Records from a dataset
------------------------------------

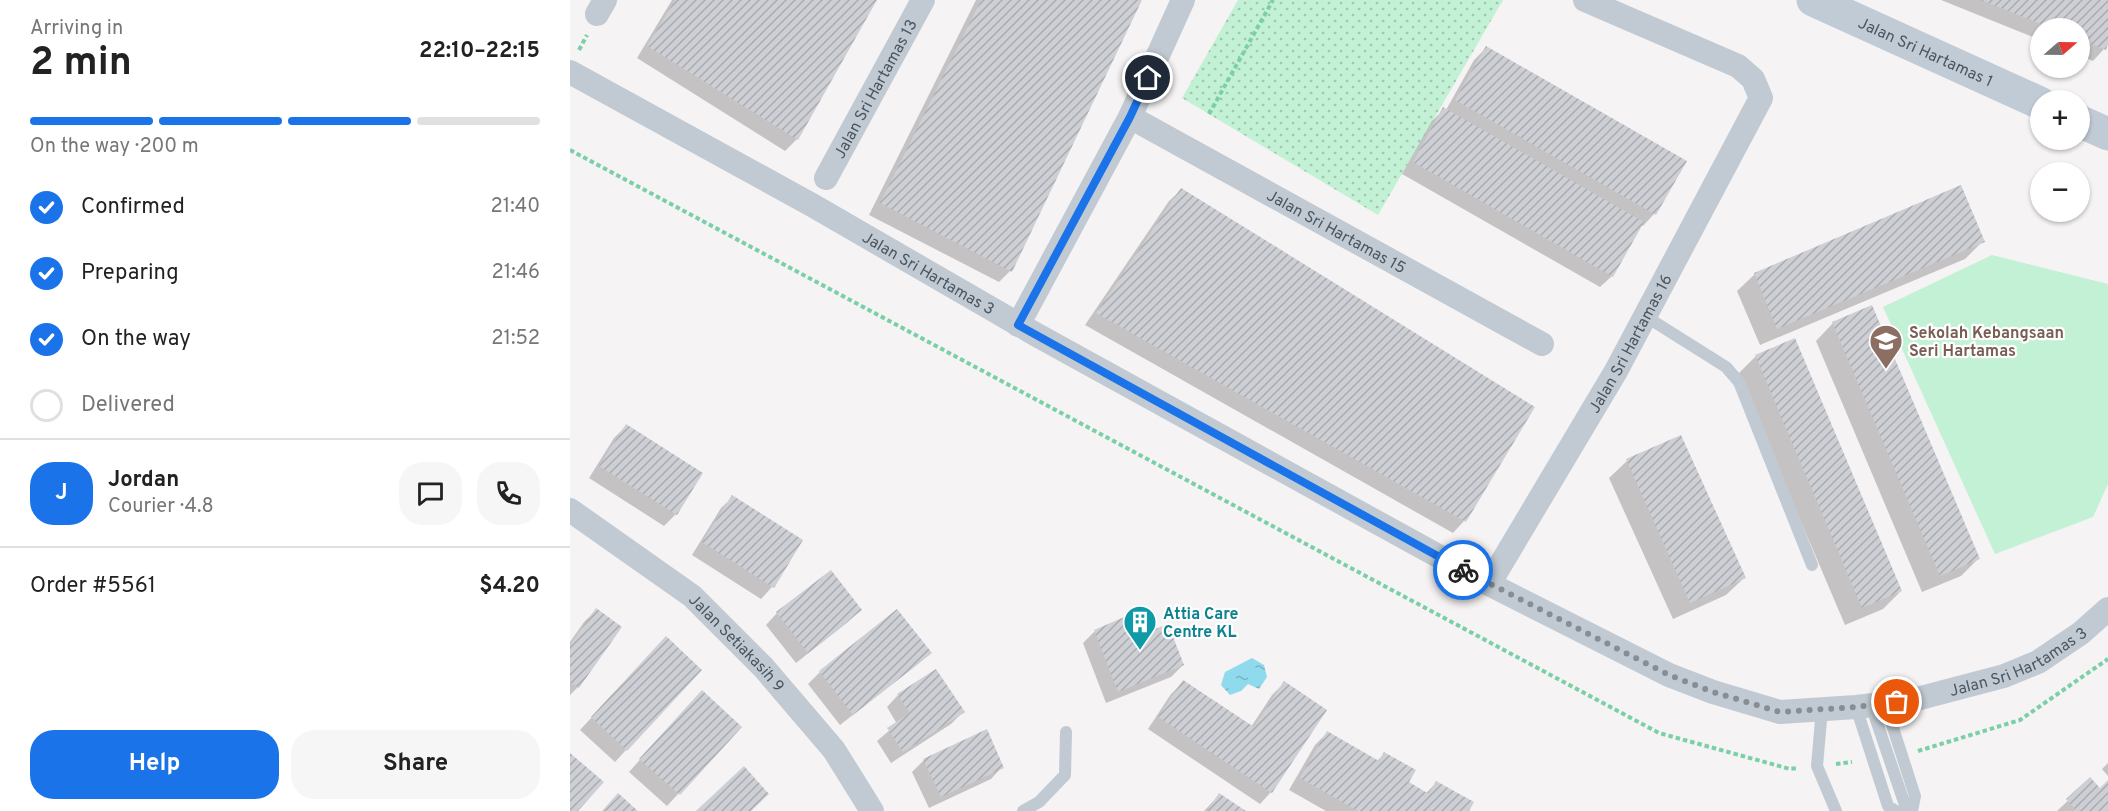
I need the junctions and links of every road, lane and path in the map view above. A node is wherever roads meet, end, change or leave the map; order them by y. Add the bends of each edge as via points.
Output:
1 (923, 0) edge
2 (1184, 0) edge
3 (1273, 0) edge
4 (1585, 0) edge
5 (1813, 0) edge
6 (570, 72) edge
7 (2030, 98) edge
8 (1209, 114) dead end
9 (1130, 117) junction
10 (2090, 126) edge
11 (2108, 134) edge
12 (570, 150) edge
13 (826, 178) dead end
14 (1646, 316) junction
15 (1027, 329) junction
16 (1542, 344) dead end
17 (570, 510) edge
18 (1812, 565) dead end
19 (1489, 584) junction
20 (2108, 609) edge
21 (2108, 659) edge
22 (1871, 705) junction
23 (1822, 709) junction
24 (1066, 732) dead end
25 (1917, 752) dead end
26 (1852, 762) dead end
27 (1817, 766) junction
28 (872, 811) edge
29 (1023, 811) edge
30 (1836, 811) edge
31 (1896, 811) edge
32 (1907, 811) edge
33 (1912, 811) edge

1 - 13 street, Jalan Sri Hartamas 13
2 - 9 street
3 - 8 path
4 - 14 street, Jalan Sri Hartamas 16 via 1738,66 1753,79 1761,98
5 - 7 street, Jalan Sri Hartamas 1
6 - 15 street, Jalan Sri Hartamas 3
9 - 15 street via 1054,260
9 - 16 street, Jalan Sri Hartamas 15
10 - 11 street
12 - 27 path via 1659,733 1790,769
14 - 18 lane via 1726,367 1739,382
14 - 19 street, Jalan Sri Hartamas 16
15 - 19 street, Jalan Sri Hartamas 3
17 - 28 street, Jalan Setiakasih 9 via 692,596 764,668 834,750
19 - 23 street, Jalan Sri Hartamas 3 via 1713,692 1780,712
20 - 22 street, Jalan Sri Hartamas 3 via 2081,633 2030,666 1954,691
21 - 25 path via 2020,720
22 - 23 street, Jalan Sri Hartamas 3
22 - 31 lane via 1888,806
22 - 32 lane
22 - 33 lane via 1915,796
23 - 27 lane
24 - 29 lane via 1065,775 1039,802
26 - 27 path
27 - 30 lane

------------------------------------

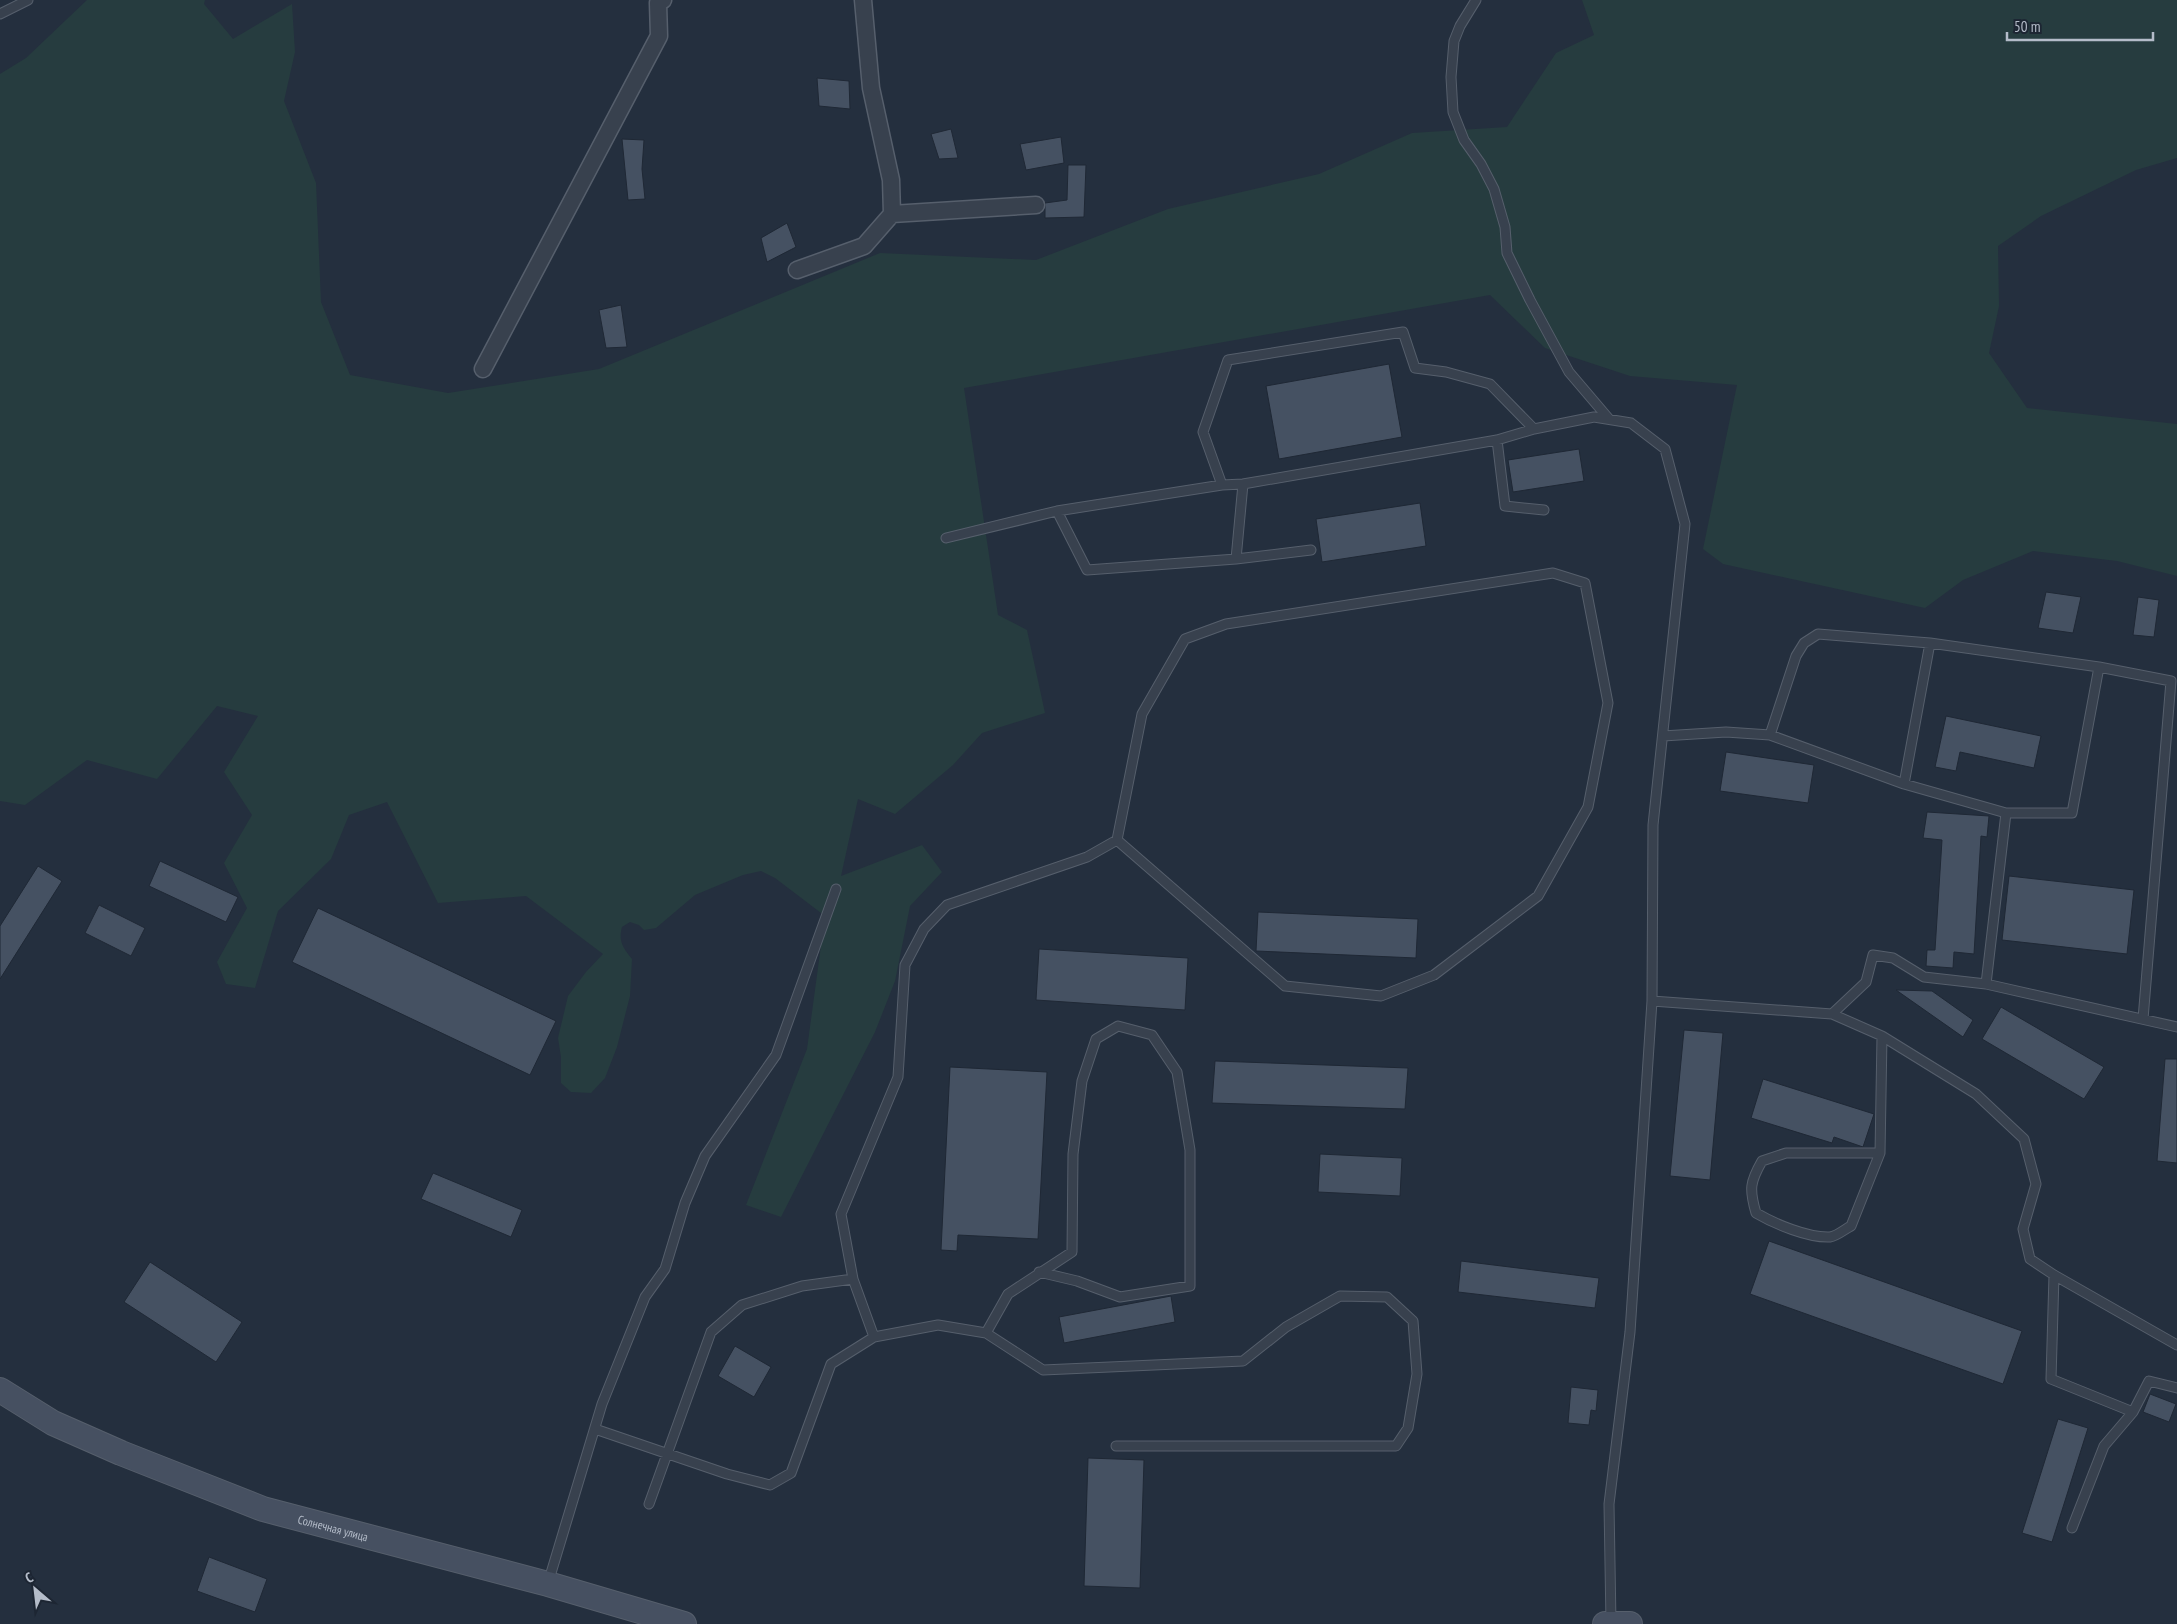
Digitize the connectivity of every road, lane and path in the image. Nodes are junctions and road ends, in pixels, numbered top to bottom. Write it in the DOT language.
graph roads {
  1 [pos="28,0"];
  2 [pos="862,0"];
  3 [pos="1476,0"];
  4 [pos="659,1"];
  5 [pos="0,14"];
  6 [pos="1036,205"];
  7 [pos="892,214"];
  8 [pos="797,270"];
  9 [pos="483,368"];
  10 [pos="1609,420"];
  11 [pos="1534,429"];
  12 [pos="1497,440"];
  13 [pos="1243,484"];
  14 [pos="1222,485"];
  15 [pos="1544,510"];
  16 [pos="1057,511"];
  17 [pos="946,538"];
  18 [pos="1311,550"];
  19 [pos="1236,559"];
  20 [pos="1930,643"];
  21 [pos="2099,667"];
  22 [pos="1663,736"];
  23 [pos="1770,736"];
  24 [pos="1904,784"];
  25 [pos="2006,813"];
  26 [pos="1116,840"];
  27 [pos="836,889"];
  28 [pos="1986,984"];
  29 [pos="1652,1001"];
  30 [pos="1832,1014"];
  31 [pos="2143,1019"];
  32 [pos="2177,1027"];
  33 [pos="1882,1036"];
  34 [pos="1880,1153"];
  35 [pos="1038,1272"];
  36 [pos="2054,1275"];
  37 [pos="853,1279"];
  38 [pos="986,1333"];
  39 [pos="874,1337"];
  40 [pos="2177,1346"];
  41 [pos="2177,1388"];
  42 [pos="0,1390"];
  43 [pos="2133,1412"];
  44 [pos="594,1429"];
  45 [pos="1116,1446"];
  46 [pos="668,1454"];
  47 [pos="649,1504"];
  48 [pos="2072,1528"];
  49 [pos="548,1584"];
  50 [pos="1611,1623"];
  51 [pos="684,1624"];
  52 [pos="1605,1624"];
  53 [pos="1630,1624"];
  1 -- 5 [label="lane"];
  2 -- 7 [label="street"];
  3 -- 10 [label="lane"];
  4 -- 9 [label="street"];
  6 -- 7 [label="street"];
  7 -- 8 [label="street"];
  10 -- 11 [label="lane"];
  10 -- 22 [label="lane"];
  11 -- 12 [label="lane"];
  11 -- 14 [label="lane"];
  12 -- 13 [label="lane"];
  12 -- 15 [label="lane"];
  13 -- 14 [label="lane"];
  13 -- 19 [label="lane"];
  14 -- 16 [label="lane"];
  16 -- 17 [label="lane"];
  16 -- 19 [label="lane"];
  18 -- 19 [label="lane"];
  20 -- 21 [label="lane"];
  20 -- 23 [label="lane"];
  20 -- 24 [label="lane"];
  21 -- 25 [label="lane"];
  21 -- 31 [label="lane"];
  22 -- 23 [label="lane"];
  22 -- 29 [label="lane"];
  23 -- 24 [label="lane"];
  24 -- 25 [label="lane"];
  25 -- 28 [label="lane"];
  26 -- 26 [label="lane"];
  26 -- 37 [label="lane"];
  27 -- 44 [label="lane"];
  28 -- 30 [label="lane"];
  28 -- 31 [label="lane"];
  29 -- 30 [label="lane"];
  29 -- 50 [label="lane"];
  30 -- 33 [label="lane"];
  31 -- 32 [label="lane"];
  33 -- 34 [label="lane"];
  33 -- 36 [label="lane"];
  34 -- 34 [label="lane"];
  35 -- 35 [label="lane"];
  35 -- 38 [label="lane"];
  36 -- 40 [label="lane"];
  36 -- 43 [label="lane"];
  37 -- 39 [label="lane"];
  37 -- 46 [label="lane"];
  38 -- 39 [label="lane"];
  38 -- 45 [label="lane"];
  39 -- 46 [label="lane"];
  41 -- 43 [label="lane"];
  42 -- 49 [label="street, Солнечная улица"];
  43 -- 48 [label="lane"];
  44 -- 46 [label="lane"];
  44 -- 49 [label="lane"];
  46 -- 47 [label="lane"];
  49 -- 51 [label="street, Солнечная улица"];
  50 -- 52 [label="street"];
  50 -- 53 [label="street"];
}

------------------------------------

■ EXERCISE DETAILS: Each line above that has the word "junctions" must be copied.

■ EXERCISE ANSWER:
I need the junctions and links of every road, lane and path in the map view above. A node is wherever roads meet, end, change or leave the map; order them by y. Add the bends of each edge as via points.
Digitize the connectivity of every road, lane and path in the image. Nodes are junctions and road ends, in pixels, numbered top to bottom. Write it in the DOT language.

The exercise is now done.